At the same time, Chinese companies are pushing to expand their influence further. While America is working with Canada and Australia to build cobalt supply networks, China’s reach is extending deep into African nations.
That said, Western countries do have options. The most immediate priority is encouraging mining and processing in trusted partner countries.
President Biden’s Inflation Reduction Act aims to reduce prices on raw materials needed for the energy transition and cut dependence on foreign suppliers.
The same legislation limits Beijing’s advantages in the electric vehicle supply chain — companies using components from “foreign entities of concern” will be ineligible for tax credits.
The US has also signed an investment agreement with Vietnam, which holds the world’s second-largest reserves of rare earth elements, with the explicit goal of breaking China’s monopoly.

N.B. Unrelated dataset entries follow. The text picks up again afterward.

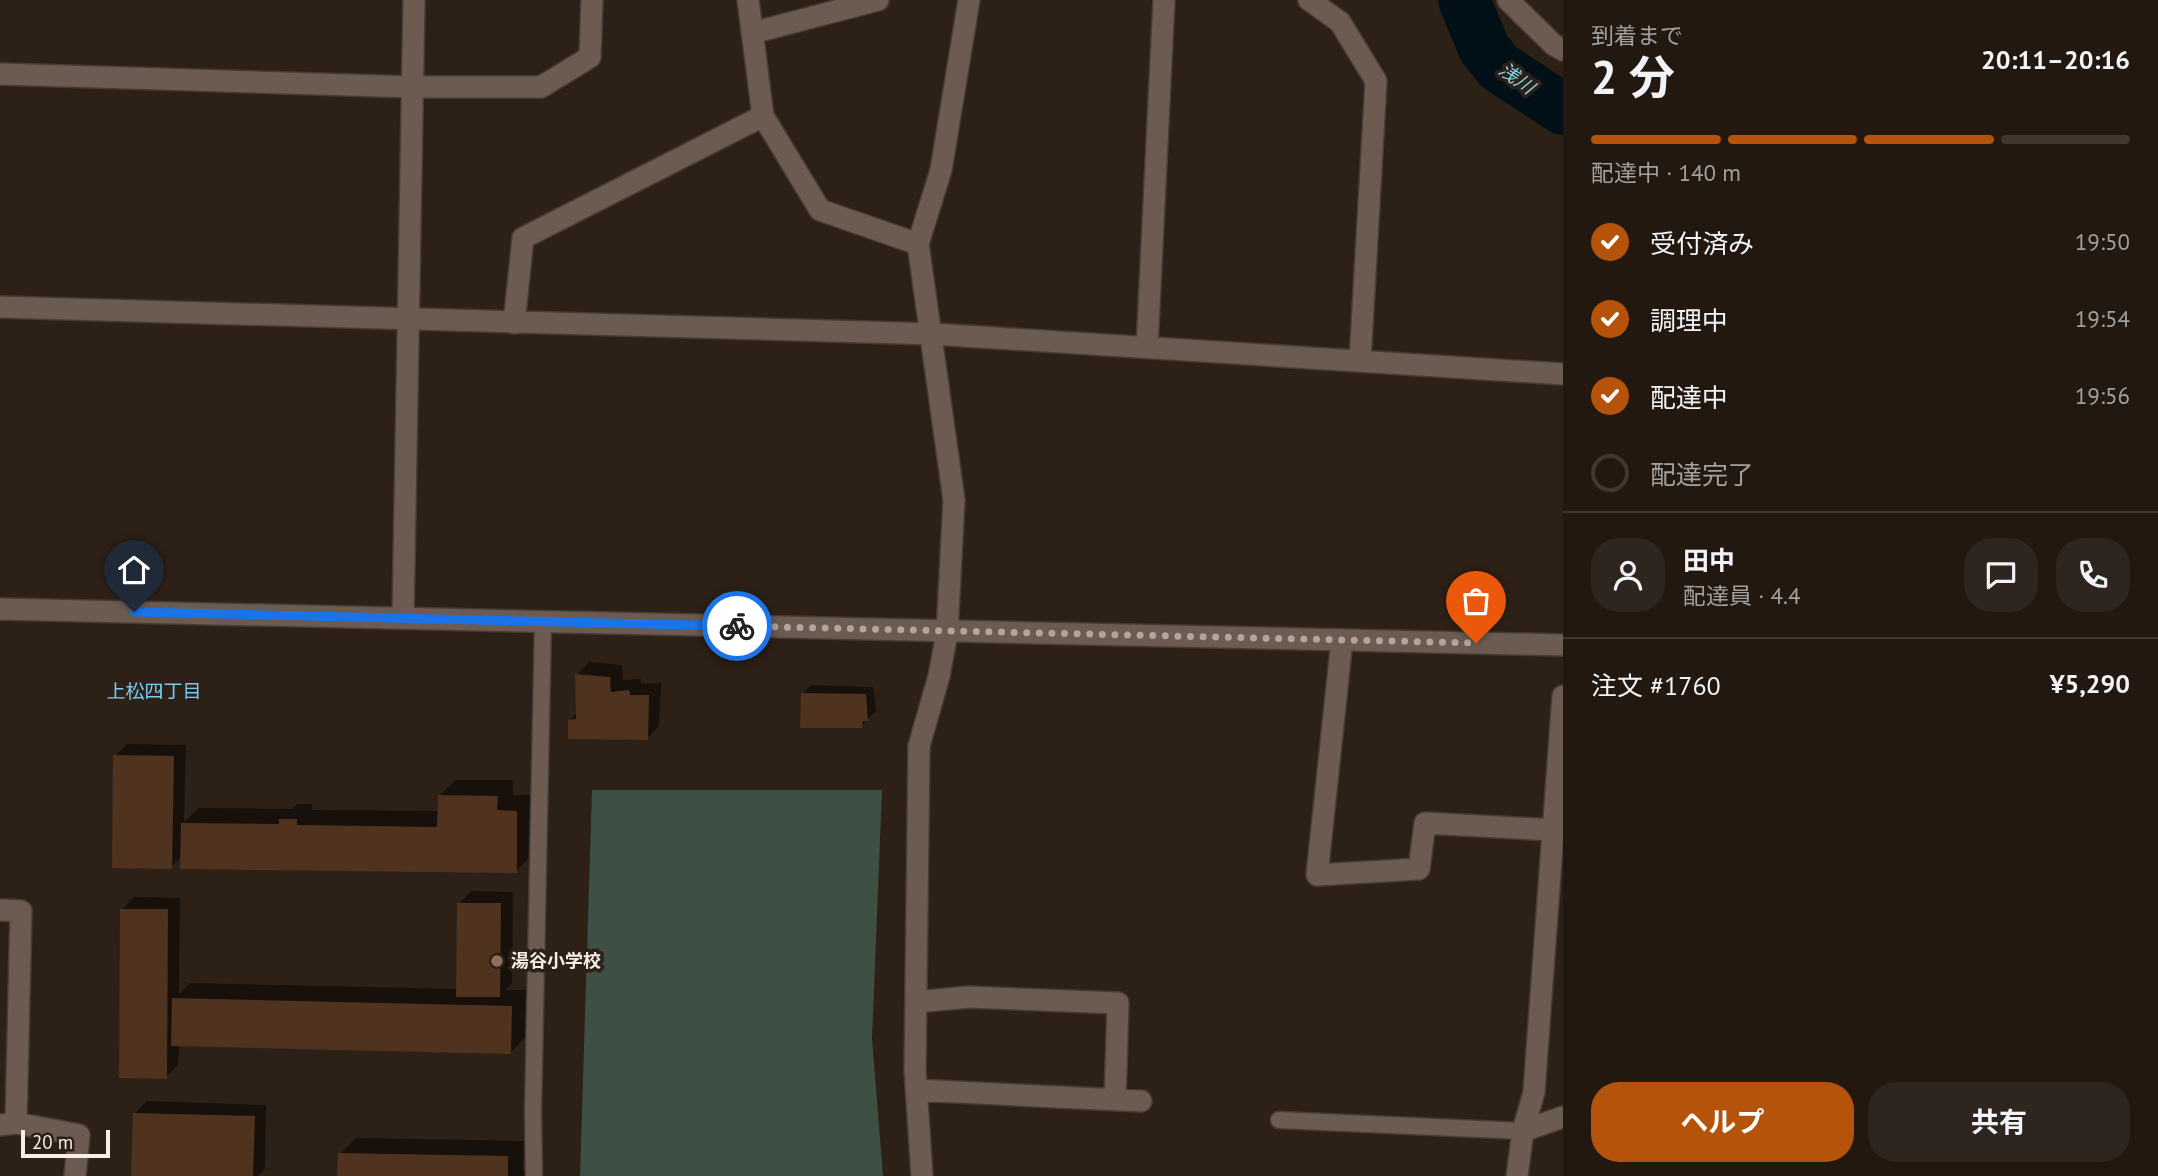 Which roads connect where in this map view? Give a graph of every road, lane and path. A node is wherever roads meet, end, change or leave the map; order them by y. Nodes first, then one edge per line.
1 (414, 0) edge
2 (592, 0) edge
3 (748, 0) edge
4 (878, 0) edge
5 (969, 0) edge
6 (1164, 0) edge
7 (1309, 0) edge
8 (1508, 0) edge
9 (752, 33) junction
10 (1563, 50) edge
11 (0, 74) edge
12 (413, 88) junction
13 (764, 117) junction
14 (918, 244) junction
15 (0, 307) edge
16 (410, 320) junction
17 (514, 323) junction
18 (933, 334) junction
19 (1147, 348) junction
20 (1360, 361) junction
21 (1563, 374) edge
22 (0, 609) edge
23 (403, 618) junction
24 (543, 621) junction
25 (947, 633) junction
26 (1342, 640) junction
27 (1563, 645) edge
28 (1563, 696) edge
29 (1554, 830) junction
30 (0, 910) edge
31 (1554, 959) edge
32 (916, 1002) junction
33 (916, 1090) junction
34 (1115, 1100) junction
35 (1141, 1101) dead end
36 (1563, 1117) edge
37 (1279, 1120) dead end
38 (8, 1124) edge
39 (1523, 1131) junction
40 (75, 1176) edge
41 (534, 1176) edge
42 (922, 1176) edge
43 (1517, 1176) edge

1 - 12 street
2 - 12 street
3 - 9 street
4 - 9 street
5 - 14 street
6 - 19 street
7 - 20 street
8 - 10 street
9 - 13 street
11 - 12 street
12 - 16 street
13 - 14 street
13 - 17 street
14 - 18 street
15 - 16 street
16 - 17 street
16 - 23 street
17 - 18 street
18 - 19 street
18 - 25 street
19 - 20 street
20 - 21 street
22 - 23 street
23 - 24 street
24 - 25 street
24 - 41 lane
25 - 26 street
25 - 32 street
26 - 27 street
26 - 29 street
28 - 29 street
29 - 31 street
30 - 38 street
31 - 39 street
32 - 33 street
32 - 34 street
33 - 34 street
33 - 42 street
34 - 35 street
36 - 39 street
37 - 39 lane
38 - 40 street
39 - 43 street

Washington is also working on trade agreements to ensure that measures designed to boost domestic production do not shut out European and Japanese suppliers from the American market.

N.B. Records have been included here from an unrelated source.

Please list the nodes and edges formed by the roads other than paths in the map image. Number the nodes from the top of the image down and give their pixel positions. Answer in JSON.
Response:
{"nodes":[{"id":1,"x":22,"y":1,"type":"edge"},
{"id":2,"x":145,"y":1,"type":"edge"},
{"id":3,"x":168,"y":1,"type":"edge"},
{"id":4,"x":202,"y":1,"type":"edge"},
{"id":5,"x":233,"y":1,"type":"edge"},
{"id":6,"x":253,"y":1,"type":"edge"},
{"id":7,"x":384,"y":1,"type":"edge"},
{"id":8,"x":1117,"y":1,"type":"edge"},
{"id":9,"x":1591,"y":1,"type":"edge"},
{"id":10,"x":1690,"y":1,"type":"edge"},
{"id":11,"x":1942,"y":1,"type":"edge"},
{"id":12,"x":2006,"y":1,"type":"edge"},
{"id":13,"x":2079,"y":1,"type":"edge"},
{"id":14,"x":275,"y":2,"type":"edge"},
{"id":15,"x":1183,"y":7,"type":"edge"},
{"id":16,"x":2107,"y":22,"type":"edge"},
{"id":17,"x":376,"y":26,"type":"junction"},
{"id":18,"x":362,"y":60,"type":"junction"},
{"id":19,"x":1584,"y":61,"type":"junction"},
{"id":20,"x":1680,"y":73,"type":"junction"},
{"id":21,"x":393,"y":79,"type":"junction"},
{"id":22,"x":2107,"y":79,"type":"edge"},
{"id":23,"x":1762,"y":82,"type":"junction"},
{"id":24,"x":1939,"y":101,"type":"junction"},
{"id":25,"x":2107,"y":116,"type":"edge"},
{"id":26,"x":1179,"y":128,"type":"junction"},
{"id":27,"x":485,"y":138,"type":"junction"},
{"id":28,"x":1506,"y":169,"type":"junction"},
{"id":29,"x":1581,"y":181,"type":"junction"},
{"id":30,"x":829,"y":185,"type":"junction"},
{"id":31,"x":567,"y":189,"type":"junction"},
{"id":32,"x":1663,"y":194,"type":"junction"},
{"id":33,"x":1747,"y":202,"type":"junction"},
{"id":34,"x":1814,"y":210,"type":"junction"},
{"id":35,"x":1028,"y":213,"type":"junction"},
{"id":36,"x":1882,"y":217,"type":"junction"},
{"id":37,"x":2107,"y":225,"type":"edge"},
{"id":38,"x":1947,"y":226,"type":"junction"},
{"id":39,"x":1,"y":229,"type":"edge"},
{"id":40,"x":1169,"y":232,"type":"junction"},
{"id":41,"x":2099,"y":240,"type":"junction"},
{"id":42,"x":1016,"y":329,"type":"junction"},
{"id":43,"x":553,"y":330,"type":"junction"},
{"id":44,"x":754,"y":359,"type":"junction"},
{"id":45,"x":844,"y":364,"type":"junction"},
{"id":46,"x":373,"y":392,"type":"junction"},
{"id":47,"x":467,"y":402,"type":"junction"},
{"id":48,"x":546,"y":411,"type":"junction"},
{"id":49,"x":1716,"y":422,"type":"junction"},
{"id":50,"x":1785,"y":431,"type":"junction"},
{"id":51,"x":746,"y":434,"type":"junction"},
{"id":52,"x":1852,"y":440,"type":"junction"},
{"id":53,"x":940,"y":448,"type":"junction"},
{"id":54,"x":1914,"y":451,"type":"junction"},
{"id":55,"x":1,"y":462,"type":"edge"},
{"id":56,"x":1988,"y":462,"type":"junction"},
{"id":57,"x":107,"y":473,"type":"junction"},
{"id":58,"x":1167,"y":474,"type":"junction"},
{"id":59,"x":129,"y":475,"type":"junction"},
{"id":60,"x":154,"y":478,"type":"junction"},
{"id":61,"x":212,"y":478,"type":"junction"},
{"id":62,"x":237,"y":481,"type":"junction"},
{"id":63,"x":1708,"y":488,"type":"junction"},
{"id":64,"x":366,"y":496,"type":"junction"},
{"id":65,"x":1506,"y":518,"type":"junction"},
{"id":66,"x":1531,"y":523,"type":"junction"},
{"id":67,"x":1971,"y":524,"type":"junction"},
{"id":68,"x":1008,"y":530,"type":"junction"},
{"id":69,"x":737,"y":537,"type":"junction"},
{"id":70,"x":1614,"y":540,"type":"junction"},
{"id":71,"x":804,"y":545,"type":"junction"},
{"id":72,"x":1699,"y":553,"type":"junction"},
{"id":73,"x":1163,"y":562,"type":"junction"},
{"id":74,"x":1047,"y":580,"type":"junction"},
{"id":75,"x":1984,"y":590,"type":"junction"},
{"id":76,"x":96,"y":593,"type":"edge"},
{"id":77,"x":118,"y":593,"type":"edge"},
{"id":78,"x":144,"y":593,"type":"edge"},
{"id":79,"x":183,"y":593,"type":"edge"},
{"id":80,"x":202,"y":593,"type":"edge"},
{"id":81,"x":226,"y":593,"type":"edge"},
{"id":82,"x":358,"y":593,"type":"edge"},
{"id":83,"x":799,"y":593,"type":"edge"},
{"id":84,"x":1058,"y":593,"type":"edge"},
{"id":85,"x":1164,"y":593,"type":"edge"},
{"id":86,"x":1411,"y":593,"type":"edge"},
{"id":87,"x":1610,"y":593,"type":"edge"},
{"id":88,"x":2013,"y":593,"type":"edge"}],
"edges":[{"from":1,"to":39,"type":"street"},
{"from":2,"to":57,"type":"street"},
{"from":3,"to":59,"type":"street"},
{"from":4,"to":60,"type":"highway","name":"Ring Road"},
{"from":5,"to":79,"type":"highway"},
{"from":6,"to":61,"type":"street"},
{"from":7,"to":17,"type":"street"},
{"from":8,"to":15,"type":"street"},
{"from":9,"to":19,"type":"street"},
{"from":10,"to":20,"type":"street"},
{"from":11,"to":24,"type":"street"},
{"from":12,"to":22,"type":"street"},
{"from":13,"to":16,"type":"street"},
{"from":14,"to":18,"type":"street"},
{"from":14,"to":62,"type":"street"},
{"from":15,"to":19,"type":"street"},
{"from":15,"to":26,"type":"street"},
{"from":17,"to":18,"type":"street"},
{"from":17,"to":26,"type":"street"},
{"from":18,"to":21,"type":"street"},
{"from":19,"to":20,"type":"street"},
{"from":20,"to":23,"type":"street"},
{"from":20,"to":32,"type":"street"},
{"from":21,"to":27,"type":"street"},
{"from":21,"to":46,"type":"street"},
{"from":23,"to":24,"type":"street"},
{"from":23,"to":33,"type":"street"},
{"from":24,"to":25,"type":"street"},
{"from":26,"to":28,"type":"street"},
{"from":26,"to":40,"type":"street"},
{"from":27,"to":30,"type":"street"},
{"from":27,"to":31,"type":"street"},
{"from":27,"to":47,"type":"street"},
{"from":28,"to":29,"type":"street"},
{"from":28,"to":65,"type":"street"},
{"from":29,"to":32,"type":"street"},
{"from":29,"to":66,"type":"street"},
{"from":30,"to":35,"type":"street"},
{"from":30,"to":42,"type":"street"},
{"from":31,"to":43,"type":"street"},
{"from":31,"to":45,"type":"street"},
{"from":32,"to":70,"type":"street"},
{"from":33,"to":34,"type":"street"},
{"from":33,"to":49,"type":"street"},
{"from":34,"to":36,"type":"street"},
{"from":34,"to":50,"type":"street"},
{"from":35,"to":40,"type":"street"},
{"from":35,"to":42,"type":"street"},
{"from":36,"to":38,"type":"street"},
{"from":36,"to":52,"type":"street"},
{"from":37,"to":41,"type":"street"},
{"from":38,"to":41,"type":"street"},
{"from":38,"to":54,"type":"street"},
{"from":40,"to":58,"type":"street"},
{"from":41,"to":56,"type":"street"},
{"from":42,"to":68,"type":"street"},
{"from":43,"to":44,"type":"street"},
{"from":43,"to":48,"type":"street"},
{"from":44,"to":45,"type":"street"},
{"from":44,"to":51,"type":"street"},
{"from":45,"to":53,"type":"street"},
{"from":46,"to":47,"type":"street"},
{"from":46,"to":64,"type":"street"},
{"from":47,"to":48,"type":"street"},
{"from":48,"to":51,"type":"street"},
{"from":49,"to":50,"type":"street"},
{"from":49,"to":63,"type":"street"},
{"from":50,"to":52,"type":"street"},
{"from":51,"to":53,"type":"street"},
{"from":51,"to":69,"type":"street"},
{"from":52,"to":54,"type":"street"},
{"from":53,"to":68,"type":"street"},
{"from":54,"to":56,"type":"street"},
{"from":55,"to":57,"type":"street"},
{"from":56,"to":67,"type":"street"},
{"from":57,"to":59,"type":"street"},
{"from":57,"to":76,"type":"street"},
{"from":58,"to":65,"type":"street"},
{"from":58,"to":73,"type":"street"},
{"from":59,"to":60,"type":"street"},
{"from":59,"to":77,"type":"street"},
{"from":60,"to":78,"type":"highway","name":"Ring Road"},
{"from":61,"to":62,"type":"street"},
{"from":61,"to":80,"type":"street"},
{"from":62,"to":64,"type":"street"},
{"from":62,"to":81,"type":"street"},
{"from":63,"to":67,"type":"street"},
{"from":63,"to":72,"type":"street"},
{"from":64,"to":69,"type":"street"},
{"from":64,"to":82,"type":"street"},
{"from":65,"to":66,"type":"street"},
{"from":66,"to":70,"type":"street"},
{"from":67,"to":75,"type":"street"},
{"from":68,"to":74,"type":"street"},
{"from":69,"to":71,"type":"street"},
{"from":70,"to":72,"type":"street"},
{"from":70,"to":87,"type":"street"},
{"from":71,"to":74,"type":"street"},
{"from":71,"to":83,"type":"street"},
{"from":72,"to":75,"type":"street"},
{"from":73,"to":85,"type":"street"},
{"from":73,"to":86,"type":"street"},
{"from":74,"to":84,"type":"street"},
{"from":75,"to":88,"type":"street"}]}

The EU’s Critical Raw Materials Act aims to increase funding and support for new industrial projects, as well as to build new trade alliances.
The EU is in negotiations with Estonia over building a permanent magnet manufacturing facility.
European Commission President Ursula von der Leyen also announced an investigation into Chinese electric vehicle manufacturers — thanks to state subsidies, they can produce cars cheaply, which von der Leyen argues creates an uneven playing field for European producers.
Europe and the US are also planning to establish a “buyers’ club” aimed at reaching investment agreements with producer countries. At the G7 ministers’ meeting in April 2023, participants agreed to spend $13 billion on new industrial projects.
Are these steps enough? As a starting point the moves are logical, but if Western countries want to seriously challenge China’s dominance, they will need to do far more, and faster.
China’s advantage is not geological — it is political. Any disruption to critical mineral supply, for whatever reason, would first drive up the cost of the products that rely on those resources, then ripple through the interconnected sectors of the wider economy.
Most importantly, if China maintains its monopoly position in the market, the entire global transition to renewable energy — one of the most pressing issues facing the world today, and one that arguably matters more than any political or business interest — could be put at risk.